RECORDS FOR PROCESSING below:

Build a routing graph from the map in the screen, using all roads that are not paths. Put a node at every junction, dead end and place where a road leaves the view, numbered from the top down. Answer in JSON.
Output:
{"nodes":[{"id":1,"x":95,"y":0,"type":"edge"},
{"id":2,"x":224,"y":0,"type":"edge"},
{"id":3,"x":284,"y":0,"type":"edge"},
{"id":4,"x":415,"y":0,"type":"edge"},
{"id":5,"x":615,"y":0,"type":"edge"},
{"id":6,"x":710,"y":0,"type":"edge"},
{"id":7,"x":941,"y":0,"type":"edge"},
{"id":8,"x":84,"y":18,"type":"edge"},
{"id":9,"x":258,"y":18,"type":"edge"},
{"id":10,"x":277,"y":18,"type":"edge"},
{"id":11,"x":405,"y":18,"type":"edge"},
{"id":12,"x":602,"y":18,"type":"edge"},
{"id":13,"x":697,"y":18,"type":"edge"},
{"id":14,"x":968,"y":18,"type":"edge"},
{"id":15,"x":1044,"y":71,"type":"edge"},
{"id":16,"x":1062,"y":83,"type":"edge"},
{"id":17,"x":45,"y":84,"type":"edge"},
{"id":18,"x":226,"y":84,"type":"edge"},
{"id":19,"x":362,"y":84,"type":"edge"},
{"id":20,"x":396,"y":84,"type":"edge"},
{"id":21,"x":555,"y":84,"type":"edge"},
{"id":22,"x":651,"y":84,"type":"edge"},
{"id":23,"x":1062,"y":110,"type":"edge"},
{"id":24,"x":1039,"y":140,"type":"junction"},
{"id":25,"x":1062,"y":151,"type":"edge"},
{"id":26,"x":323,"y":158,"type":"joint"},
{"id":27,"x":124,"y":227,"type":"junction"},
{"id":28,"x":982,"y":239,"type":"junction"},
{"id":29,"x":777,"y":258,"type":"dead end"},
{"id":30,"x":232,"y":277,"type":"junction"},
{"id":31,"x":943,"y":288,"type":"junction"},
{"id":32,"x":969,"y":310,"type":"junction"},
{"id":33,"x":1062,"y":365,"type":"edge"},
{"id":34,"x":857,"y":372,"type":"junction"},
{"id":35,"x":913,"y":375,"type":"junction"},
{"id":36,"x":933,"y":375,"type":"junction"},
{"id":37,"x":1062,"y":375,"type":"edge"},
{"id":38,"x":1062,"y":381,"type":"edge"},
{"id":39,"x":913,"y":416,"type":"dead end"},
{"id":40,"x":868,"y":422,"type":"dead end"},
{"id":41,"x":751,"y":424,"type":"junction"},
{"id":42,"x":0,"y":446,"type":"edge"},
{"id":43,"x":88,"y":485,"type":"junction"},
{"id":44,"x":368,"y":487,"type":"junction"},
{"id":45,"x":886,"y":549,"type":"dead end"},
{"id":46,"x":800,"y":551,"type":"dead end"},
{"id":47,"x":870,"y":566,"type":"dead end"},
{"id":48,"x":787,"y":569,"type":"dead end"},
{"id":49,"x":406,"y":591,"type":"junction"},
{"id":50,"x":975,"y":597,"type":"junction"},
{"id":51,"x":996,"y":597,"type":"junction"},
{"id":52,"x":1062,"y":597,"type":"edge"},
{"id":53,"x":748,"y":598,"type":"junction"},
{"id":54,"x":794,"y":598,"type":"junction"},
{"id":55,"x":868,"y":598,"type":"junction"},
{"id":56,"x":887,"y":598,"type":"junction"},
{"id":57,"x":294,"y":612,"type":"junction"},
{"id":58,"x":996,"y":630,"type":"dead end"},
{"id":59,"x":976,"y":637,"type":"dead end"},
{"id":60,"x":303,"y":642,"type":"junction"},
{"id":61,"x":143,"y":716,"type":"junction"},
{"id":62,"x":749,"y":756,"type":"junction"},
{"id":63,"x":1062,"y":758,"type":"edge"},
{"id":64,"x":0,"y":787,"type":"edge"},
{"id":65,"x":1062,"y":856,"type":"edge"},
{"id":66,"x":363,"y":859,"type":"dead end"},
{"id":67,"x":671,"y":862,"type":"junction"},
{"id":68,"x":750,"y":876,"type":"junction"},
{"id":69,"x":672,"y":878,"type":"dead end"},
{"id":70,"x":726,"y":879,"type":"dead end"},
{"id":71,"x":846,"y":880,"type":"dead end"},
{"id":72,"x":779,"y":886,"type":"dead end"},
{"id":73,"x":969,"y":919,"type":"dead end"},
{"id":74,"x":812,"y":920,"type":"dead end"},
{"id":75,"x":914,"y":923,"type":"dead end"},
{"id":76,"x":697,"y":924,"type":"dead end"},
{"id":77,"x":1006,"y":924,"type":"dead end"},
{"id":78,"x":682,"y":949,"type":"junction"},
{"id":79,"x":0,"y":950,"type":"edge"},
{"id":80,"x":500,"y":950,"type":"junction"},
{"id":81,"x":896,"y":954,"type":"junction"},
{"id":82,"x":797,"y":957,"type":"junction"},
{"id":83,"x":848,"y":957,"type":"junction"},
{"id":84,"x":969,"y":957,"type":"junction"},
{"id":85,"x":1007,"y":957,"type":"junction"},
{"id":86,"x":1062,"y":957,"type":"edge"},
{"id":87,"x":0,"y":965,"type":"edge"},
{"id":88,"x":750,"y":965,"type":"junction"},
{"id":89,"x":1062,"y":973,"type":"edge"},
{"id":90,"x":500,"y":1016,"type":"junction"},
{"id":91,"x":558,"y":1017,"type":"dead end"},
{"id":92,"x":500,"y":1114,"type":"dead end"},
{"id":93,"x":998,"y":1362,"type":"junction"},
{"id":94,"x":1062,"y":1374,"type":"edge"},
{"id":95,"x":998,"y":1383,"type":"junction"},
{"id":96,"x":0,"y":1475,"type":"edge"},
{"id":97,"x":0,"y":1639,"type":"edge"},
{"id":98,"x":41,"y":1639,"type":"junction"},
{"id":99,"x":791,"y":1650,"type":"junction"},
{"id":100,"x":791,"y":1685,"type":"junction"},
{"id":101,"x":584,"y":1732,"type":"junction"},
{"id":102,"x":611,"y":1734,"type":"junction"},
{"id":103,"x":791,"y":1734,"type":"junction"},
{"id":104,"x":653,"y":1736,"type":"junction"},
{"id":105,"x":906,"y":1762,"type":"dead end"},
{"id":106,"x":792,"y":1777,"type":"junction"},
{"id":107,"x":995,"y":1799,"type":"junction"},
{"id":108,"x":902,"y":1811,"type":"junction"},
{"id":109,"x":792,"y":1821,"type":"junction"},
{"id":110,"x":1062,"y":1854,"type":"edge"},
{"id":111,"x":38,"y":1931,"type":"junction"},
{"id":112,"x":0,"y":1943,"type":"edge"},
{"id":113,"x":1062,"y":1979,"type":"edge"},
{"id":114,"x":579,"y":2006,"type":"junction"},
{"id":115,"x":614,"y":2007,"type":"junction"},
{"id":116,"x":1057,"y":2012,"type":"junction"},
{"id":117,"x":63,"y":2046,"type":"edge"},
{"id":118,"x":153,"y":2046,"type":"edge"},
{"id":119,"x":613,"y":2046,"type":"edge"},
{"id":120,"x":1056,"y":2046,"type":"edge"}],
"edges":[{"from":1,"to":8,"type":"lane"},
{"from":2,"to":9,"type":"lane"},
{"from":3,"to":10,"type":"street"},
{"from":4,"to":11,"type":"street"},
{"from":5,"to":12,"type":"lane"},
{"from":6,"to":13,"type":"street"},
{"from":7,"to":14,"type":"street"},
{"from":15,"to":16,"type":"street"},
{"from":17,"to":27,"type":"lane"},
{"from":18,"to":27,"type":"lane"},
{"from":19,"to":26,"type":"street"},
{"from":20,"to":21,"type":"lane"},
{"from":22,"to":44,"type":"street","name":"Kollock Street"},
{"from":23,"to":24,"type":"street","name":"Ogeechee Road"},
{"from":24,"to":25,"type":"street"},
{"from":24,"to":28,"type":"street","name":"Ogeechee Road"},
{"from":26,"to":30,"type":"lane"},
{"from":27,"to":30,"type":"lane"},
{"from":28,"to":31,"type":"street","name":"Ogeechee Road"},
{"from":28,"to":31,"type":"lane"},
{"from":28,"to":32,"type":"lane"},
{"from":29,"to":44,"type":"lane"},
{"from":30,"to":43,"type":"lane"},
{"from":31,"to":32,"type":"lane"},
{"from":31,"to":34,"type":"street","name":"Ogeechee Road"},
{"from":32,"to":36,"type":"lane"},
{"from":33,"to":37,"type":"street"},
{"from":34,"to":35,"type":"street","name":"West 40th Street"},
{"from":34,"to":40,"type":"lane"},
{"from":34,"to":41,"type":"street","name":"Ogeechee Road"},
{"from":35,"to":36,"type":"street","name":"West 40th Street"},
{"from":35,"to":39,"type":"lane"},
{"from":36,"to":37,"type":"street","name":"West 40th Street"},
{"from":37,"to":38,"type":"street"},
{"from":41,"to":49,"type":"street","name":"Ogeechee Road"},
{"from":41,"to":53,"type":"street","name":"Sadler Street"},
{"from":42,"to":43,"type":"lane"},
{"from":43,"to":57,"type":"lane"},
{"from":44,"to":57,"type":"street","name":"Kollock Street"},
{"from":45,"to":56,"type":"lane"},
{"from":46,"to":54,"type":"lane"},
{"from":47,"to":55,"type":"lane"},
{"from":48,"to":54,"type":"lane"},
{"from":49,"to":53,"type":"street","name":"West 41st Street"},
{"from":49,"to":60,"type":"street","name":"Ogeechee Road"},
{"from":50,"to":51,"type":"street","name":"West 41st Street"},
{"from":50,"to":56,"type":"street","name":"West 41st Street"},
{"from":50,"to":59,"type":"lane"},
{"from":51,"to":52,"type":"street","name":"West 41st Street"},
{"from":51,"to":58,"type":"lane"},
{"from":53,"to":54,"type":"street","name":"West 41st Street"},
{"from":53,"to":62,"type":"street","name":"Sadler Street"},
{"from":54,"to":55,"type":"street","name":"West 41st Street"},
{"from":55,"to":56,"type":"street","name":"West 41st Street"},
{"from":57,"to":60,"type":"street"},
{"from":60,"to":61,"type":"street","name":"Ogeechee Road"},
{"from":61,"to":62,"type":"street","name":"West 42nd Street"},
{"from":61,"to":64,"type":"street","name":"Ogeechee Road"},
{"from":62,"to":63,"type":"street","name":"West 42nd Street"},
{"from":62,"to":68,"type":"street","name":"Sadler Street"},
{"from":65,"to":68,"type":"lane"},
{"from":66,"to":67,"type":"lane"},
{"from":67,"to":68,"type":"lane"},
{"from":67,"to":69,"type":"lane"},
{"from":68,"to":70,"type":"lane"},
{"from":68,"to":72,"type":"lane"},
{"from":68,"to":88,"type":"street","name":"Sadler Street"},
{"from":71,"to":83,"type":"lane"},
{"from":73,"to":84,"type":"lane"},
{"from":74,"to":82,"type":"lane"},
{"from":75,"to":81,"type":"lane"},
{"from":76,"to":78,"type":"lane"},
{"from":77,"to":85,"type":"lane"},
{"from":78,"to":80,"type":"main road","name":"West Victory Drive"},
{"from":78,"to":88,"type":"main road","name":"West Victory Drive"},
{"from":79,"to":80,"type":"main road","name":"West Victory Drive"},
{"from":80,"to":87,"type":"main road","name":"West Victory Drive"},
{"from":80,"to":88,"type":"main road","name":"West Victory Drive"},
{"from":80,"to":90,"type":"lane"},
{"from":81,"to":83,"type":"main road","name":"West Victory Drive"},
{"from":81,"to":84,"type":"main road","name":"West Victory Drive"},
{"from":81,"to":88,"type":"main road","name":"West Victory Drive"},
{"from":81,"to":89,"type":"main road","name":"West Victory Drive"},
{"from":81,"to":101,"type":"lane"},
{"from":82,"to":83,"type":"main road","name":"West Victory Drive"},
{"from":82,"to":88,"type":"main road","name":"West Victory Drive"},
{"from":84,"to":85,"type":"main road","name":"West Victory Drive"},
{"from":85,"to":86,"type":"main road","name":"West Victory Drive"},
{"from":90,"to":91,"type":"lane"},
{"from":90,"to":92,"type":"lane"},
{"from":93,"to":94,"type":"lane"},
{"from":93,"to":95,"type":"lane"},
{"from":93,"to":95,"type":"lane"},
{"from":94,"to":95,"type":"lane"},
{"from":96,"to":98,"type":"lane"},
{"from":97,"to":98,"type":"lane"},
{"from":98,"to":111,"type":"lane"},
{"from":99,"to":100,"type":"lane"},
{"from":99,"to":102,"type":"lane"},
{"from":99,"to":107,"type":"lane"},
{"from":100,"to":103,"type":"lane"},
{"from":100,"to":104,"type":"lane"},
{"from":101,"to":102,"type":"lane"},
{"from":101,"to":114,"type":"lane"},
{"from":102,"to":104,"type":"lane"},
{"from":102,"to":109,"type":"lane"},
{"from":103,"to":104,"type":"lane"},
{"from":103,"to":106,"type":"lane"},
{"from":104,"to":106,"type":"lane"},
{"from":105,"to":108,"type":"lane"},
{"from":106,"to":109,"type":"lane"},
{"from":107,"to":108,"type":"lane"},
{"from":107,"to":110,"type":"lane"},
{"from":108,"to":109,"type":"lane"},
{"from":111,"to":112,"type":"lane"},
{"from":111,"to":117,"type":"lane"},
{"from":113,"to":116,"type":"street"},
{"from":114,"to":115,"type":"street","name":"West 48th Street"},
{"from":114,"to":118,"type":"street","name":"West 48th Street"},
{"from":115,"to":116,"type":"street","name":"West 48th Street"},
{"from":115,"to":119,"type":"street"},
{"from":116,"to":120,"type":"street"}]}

End of RECORDS FOR PROCESSING.

(WHAT YOU NEED TO DO): Take every line above that includes "Sadler" and list it.

(COMPLETED TASK):
{"from":41,"to":53,"type":"street","name":"Sadler Street"},
{"from":53,"to":62,"type":"street","name":"Sadler Street"},
{"from":62,"to":68,"type":"street","name":"Sadler Street"},
{"from":68,"to":88,"type":"street","name":"Sadler Street"},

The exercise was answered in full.